**Assignment**
For this exercise, output the entries below exactly from the line that holds "ring tip: (108, 151)" to the line that holds "thumb cmc: (83, 100)", both ends included. No pictures belong in the copy.
.....
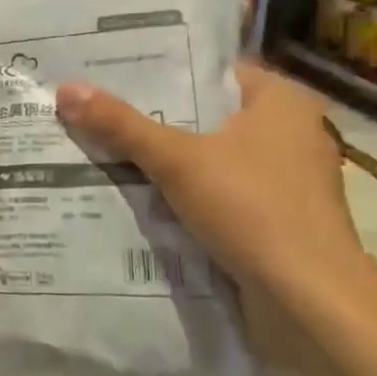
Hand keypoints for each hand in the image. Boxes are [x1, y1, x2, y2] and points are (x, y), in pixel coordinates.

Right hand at [54, 65, 376, 371]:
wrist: (311, 304)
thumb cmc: (253, 210)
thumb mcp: (177, 160)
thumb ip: (122, 125)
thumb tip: (66, 89)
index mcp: (282, 102)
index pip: (213, 71)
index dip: (163, 71)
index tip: (114, 74)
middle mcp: (292, 134)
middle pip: (209, 116)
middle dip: (158, 119)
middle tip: (100, 111)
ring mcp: (289, 181)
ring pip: (214, 159)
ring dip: (170, 162)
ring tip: (108, 151)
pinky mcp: (281, 221)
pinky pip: (224, 194)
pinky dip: (190, 196)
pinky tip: (144, 198)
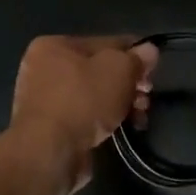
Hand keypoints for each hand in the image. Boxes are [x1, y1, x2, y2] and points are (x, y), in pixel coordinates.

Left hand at [12, 36, 158, 171]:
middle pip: (97, 71)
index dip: (132, 55)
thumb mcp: (119, 70)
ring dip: (119, 105)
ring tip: (139, 118)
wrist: (50, 151)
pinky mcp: (49, 130)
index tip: (152, 72)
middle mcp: (43, 69)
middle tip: (146, 99)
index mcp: (54, 46)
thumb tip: (149, 50)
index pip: (103, 43)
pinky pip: (83, 118)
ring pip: (92, 96)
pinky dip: (103, 122)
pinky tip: (121, 130)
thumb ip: (136, 58)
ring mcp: (43, 101)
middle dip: (127, 84)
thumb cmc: (83, 100)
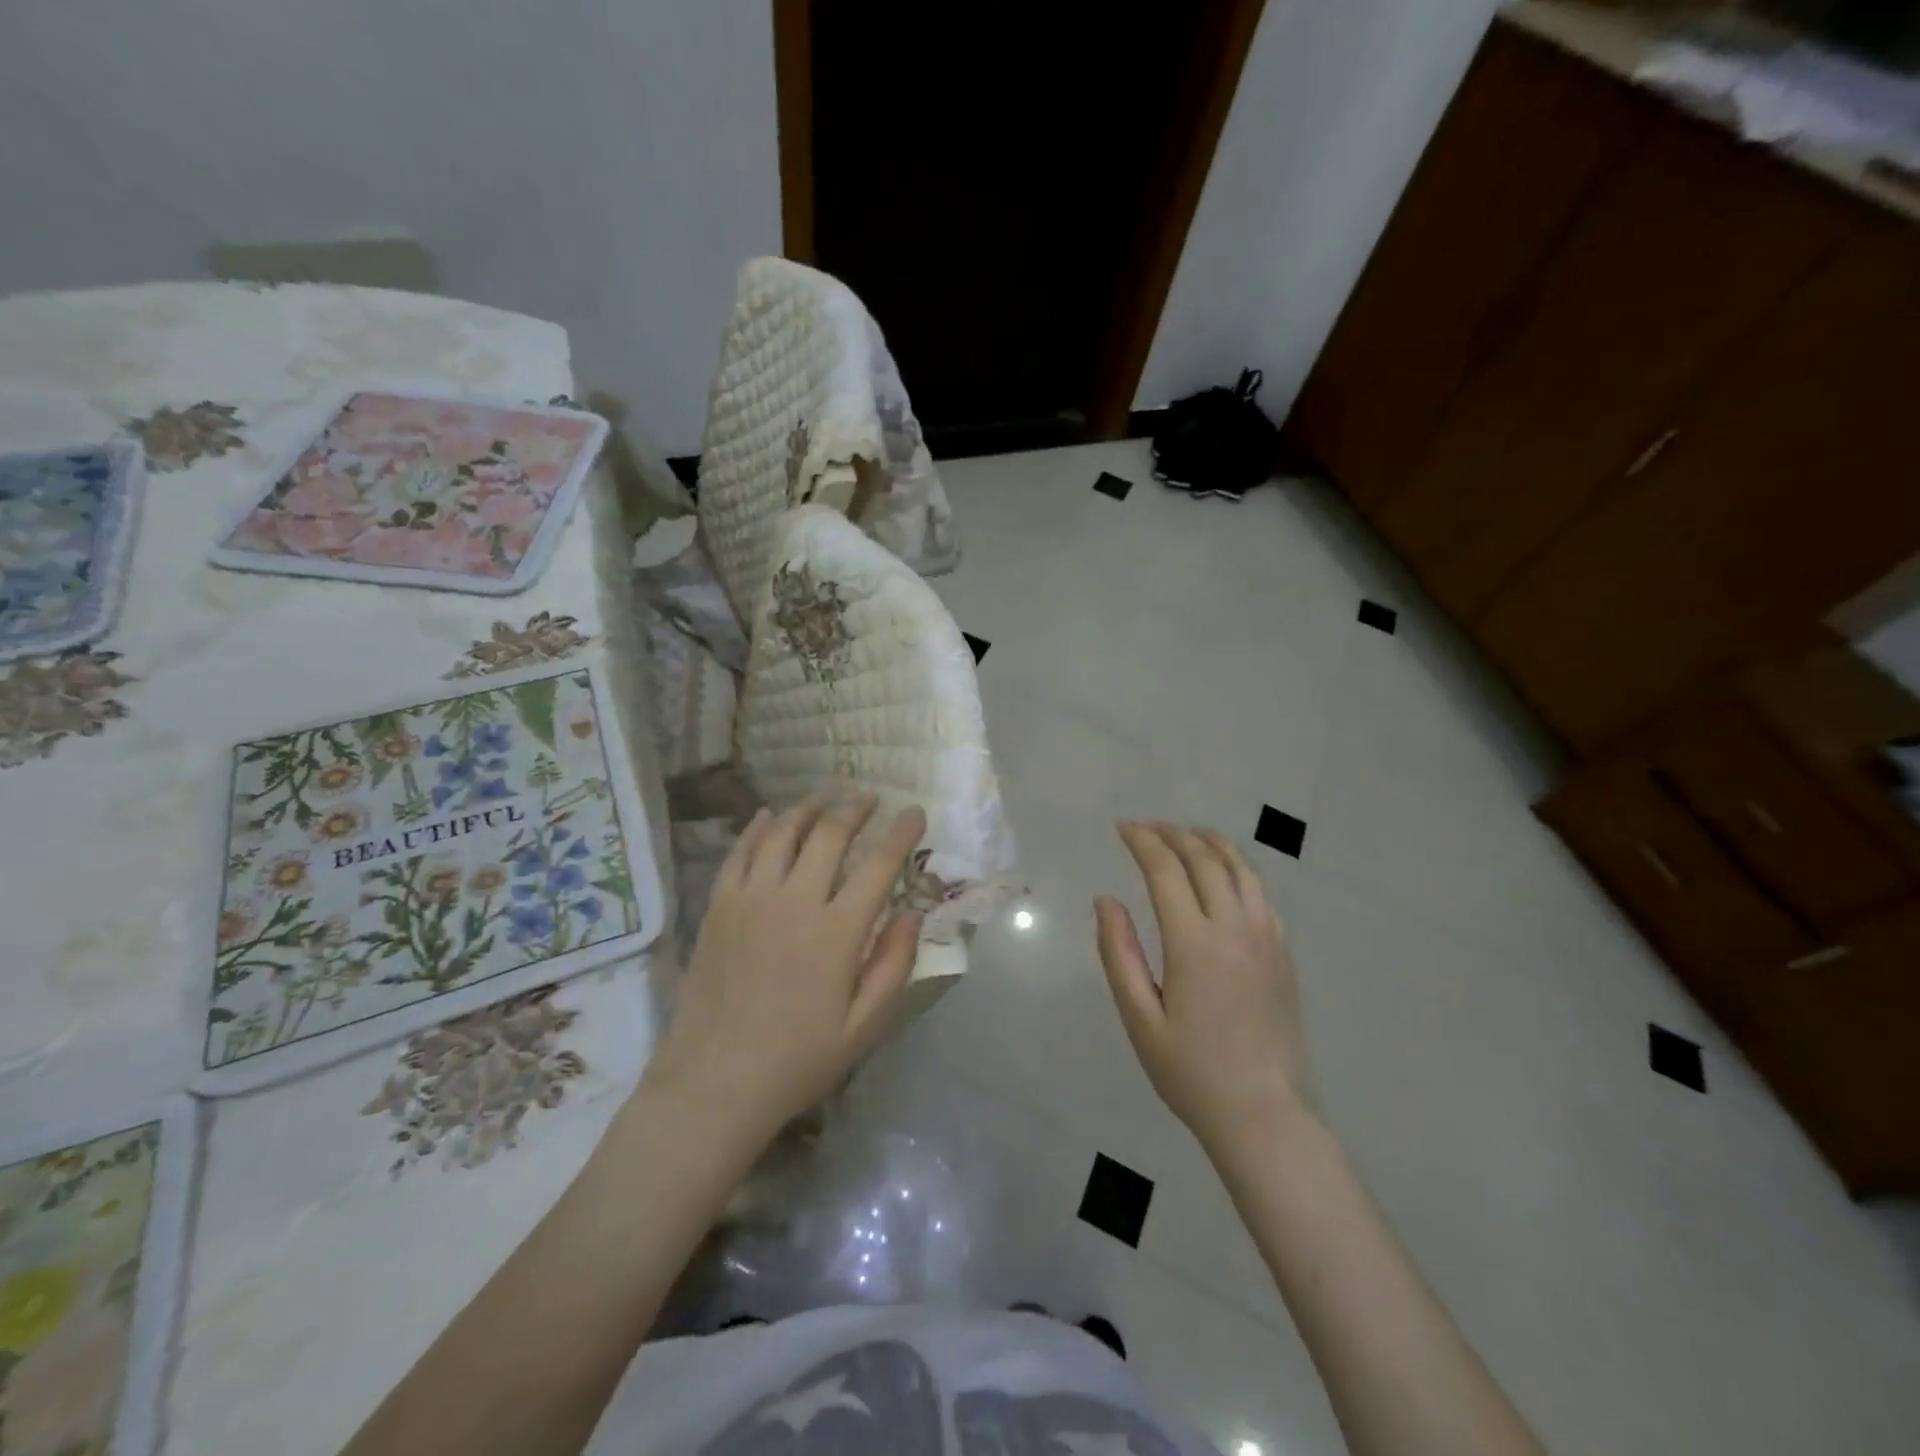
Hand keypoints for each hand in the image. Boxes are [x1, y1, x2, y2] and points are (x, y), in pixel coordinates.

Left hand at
.....
**Your solution**
ring tip: (108, 151)
pinky mcp: (281, 221)
pinky pip: (224, 194)
pinky dip: (190, 196)
pinky tip: (144, 198)
Hand keypoints for each hand in the image. Boxes are [x1, y1, x2, y2] and points are (x, y), in pixel coordinates.

Left hand at [12, 36, 158, 171]:
middle pip: (97, 71)
index dip: (132, 55)
thumb mcp: (119, 70)
ring dip: (119, 105)
ring tip: (139, 118)
wrist: (50, 151)
pinky mcp: (49, 130)
index tip: (152, 72)
middle mcp: (43, 69)
middle tip: (146, 99)
index mcp: (54, 46)
thumb tip: (149, 50)
index pip: (103, 43)
pinky pip: (83, 118)
ring pip: (92, 96)
pinky dip: (103, 122)
pinky tip: (121, 130)
thumb ip: (136, 58)
ring mcp: (43, 101)
middle dip: (127, 84)
thumb cmc: (83, 100)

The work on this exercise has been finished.